Each morning, by an unspoken, unwritten pact,
he opened the cage: “Go,” he seemed to say with his eyes. “Come back whenever you want.”
And the bird always came back.
Because that cage wasn’t a prison,
it was a refuge,
the place where the heart could return.
Until one day, a blackbird arrived.
Majestic, shiny, proud.
He landed on a branch near the open cage and said:
“Why do you keep coming back? The sky is yours. True freedom doesn’t return.
Come fly with me, I’ll show you new horizons.”
Moved by these words, the bird began to think.
To long not only to fly… but to never return.
So, one day, while the man waited by the window,
the bird looked into his eyes.
Then it flew away, without looking back.
The man stood still, hand still outstretched.

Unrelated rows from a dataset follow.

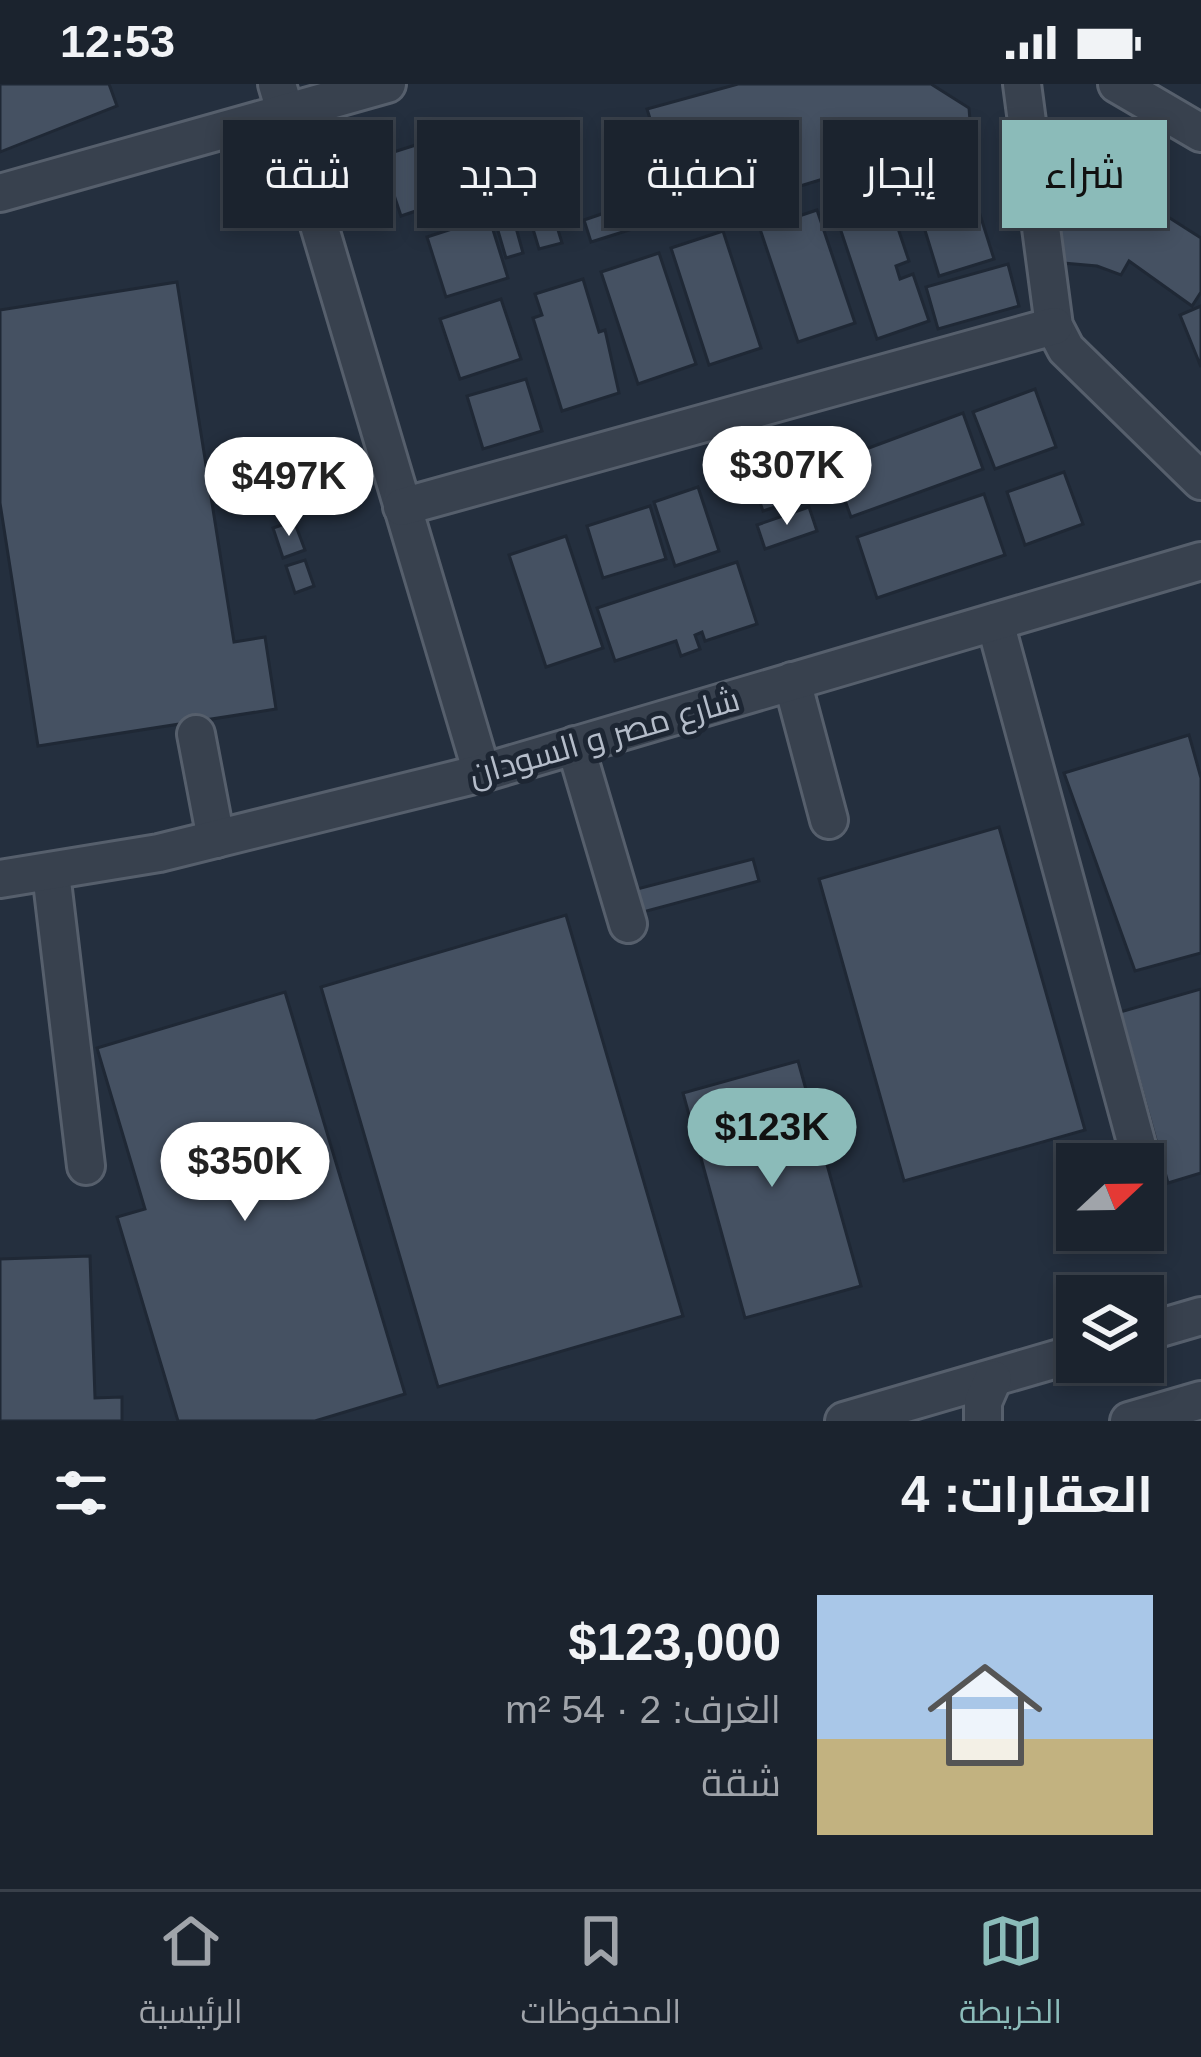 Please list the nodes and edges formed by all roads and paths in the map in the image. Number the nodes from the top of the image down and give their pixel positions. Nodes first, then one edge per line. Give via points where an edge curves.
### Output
1 (387, 84) edge
2 (1022, 84) edge
3 (1117, 84) edge
4 (281, 99) edge
5 (1201, 134) edge
6 (0, 193) edge
7 (1054, 326) junction
8 (1201, 481) edge
9 (402, 507) junction
10 (1201, 561) edge
11 (994, 622) junction
12 (792, 682) junction
13 (196, 734) dead end
14 (575, 745) junction
15 (482, 773) junction
16 (829, 820) dead end
17 (216, 839) junction
18 (51, 873) junction
19 (0, 879) edge
20 (628, 924) dead end
21 (1136, 1143) edge
22 (86, 1166) dead end
23 (1201, 1316) edge
24 (1164, 1327) edge
25 (1056, 1359) edge
26 (993, 1378) junction
27 (1201, 1400) edge
28 (905, 1414) edge
29 (844, 1421) edge
30 (983, 1421) edge
31 (1130, 1421) edge

1 - 4 street
2 - 7 street
3 - 5 street
4 - 6 street
4 - 9 street
7 - 8 street via 1066,350
7 - 9 street
9 - 15 street
10 - 11 street, شارع مصر و السودان
11 - 12 street, شارع مصر و السودان
11 - 21 street
12 - 14 street, شارع مصر و السودان
12 - 16 street
13 - 17 street
14 - 15 street, شارع مصر و السودان
14 - 20 street
15 - 17 street, شارع مصر و السودان
17 - 18 street, شارع مصر و السودان
18 - 19 street, شارع مصر و السودان
18 - 22 street
23 - 24 street
25 - 26 street
26 - 28 street
26 - 30 street
27 - 31 street
28 - 29 street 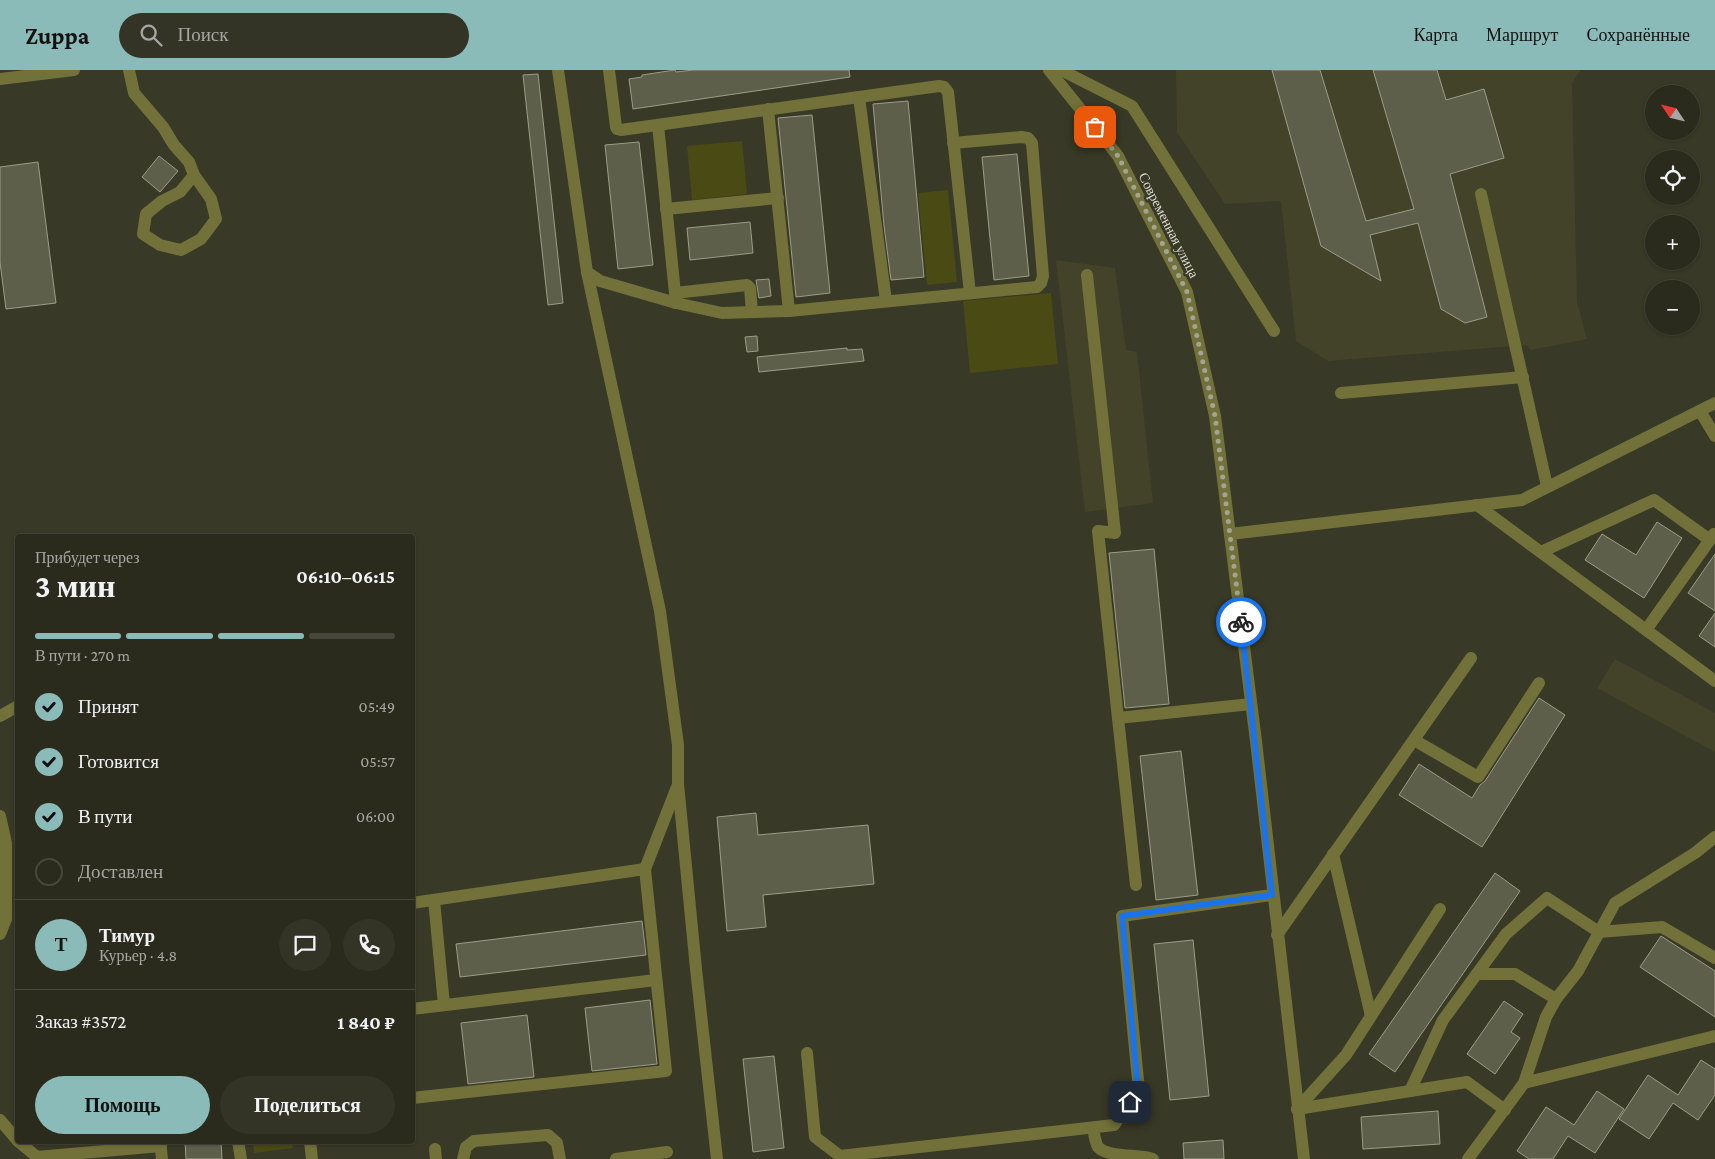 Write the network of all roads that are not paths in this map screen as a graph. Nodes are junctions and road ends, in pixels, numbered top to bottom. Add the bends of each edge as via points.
1 (74, 70) edge
2 (128, 70) edge
3 (558, 70) edge
4 (609, 70) edge
5 (1049, 70) edge
6 (1061, 70) edge
7 (0, 79) edge
8 (859, 97) junction
9 (768, 110) junction
10 (658, 125) junction
11 (953, 143) junction
12 (194, 175) junction
13 (1481, 194) dead end
14 (778, 198) junction
15 (666, 209) junction
16 (587, 272) junction
17 (1086, 275) dead end
18 (970, 293) junction
19 (676, 298) junction
20 (886, 301) junction
21 (789, 311) junction
22 (752, 312) junction
23 (1274, 331) dead end
24 (1523, 376) junction
25 (1341, 393) dead end
26 (1715, 403) edge
27 (1700, 411) junction
28 (1715, 436) edge
29 (1547, 486) junction
30 (1477, 505) junction
31 (1230, 534) junction
32 (1713, 536) edge
33 (1541, 552) junction
34 (1646, 630) junction
35 (1471, 658) dead end
36 (1715, 681) edge
37 (1539, 683) dead end
38 (1251, 704) junction
39 (15, 708) edge
40 (0, 716) edge
41 (1118, 718) junction
42 (1414, 740) junction
43 (678, 784) junction
44 (0, 816) edge
45 (1715, 837) edge
46 (1334, 854) junction
47 (645, 869) junction
48 (1136, 885) dead end
49 (1272, 895) junction
50 (434, 900) junction
51 (415, 903) edge
52 (1440, 909) dead end
53 (3, 919) edge
54 (1599, 932) junction
55 (0, 934) edge
56 (1277, 935) junction
57 (1715, 958) edge
58 (1477, 974) junction
59 (656, 980) junction
60 (1556, 999) junction
61 (444, 1005) junction
62 (415, 1009) edge
63 (1371, 1016) junction
64 (1715, 1036) edge
65 (807, 1053) dead end
66 (1524, 1083) junction
67 (1410, 1091) junction
68 (415, 1098) edge
69 (1298, 1109) junction
70 (1505, 1110) junction
71 (0, 1120) edge
72 (1093, 1128) junction
73 (15, 1138) edge
74 (21, 1144) edge
75 (161, 1144) edge
76 (238, 1144) edge
77 (310, 1144) edge
78 (668, 1152) dead end
79 (118, 1154) edge
80 (37, 1158) edge
81 (162, 1159) edge
82 (241, 1159) edge
83 (312, 1159) edge
84 (463, 1159) edge
85 (560, 1159) edge
86 (616, 1159) edge
87 (717, 1159) edge
88 (1154, 1159) edge
89 (1304, 1159) edge
90 (1468, 1159) edge

1 - 7 street
2 - 12 street via 134,93 189,162
3 - 16 street
4 - 10 street via 618,129
5 - 31 street, Современная улица via 1118,156 1187,292 1215,416
6 - 23 street via 1132,106
8 - 9 street
8 - 11 street via 944,87 948,92
8 - 20 street
9 - 10 street
9 - 14 street
10 - 15 street
11 - 18 street
11 - 18 street via 1021,137 1032,143 1041,282 1037,287
12 - 12 street via 211,199 216,219 201,239 181,250 160,245 143,234 146,214 162,200 180,192
13 - 24 street
14 - 15 street
14 - 21 street
15 - 19 street
16 - 19 street via 600,281
16 - 43 street via 660,611 678,745
17 - 41 street via 1115,532 1098,531
18 - 20 street
19 - 22 street via 722,313
19 - 22 street via 746,285 750,288
20 - 21 street
21 - 22 street
24 - 25 street
24 - 29 street
26 - 27 street
27 - 28 street
27 - 29 street
29 - 30 street via 1522,500
30 - 31 street
30 - 33 street
31 - 38 street, Современная улица
32 - 33 street via 1654,500
32 - 34 street
33 - 34 street
34 - 36 street
35 - 42 street
37 - 42 street via 1478,777
38 - 41 street
38 - 49 street, Современная улица
39 - 40 street
41 - 48 street
42 - 46 street
43 - 47 street
43 - 87 street
44 - 53 street via 6,842
45 - 54 street via 1615,903
46 - 56 street
46 - 63 street
47 - 50 street
47 - 59 street
49 - 56 street, Современная улица
49 - 72 street via 1122,916 1138,1090 1114,1125
50 - 51 street
50 - 61 street
52 - 63 street
53 - 55 street
54 - 57 street via 1662,927
54 - 58 street via 1547,898 1506,934
54 - 60 street via 1578,971
56 - 69 street, Современная улица
58 - 60 street via 1515,974
58 - 67 street via 1443,1020
59 - 61 street
59 - 68 street via 666,1071
60 - 66 street via 1546,1018
61 - 62 street
63 - 69 street via 1346,1055
64 - 66 street
65 - 72 street via 815,1137 840,1156
66 - 70 street
67 - 69 street
67 - 70 street via 1467,1082
69 - 89 street, Современная улица
70 - 90 street
71 - 73 street
72 - 88 street via 1097,1146 1102,1150
74 - 80 street
75 - 79 street
75 - 81 street
76 - 82 street
77 - 83 street
78 - 86 street
79 - 80 street
84 - 85 street via 466,1147 474,1141 548,1135 557,1143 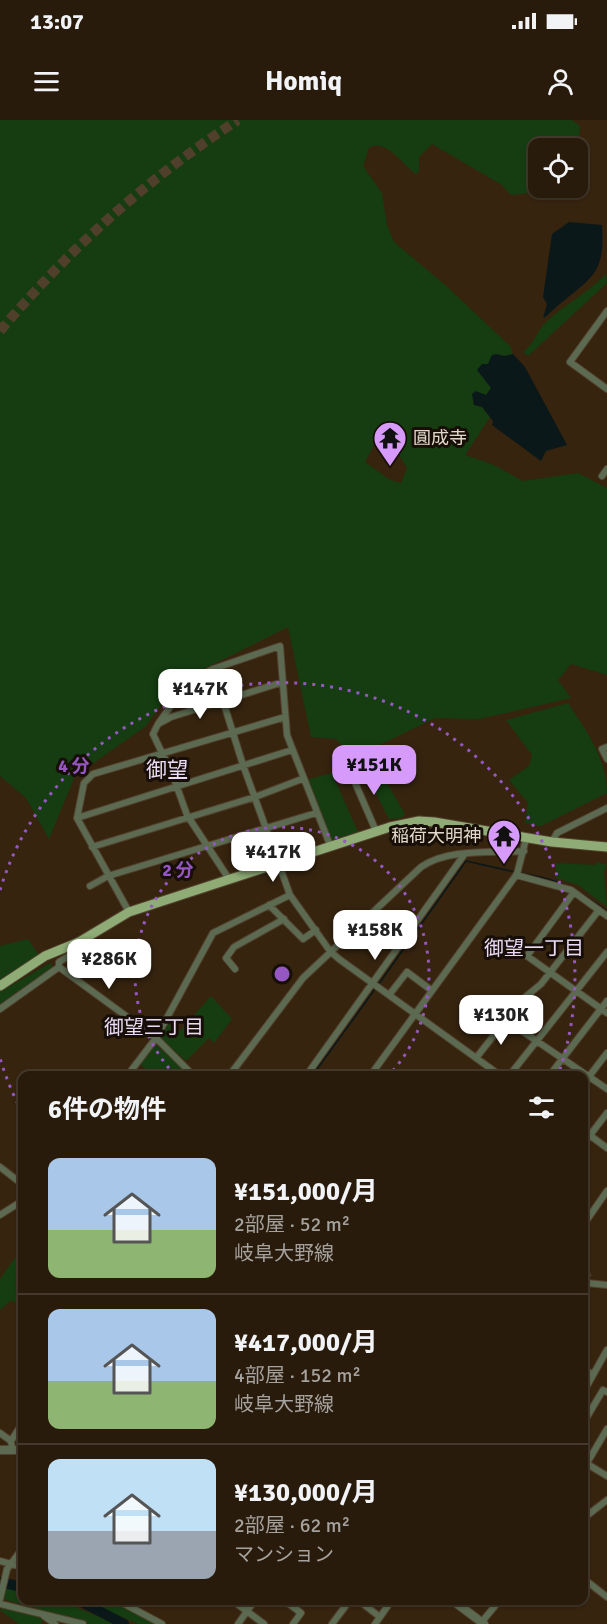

But he didn’t close the cage.
Each evening he left it open, and each night he hoped.
Because that bird wasn’t just company.
It was the voice of the home.
The last bond with life.
The one who listened to whispered thoughts.
The hope that something might still return.
And so, day after day,
the man kept changing the water, leaving fresh crumbs,
looking out, waiting.
Sometimes he thought he heard it,
other times he dreamed of seeing it return.
And he woke up with a broken heart.
Meanwhile, the blackbird led the small bird to the highest peaks,
speaking of the thrill of the sky,
of wild life,
of the wind that never questions where it goes.
For a while, the small bird felt truly free.
But there was a shadow inside him.
Sometimes he turned his head, afraid the man would appear among the trees,
with a net in hand, ready to bring him back.
But that never happened.
Then came the days of rain.
Of cold. Of exhaustion.
He discovered that dreamed freedom was not the same as lived freedom.
That the wind sometimes scratches.
That the sky offers no shelter.
That being free without protection is just another kind of cage.
One day, hungry and worn out, he found the house at the forest’s edge again.
He saw the cage still open.
He entered, not as a prisoner, but as a traveler returning.
And he sang.
A new song. Gentle, thoughtful, free.
As if even behind bars, there was no constraint.
But inside, the water was stagnant.
The crumbs were dry. The man was no longer there.
Perhaps he had left. Perhaps he hadn’t made it through the wait.
Then, the bird wondered:
“And what if he’s no longer here… because of me?”
Since that day, he sings every evening.
With a different voice.
A poignant and sorrowful note has found its way into his song.
A sound no one forgets: the song of the nightingale.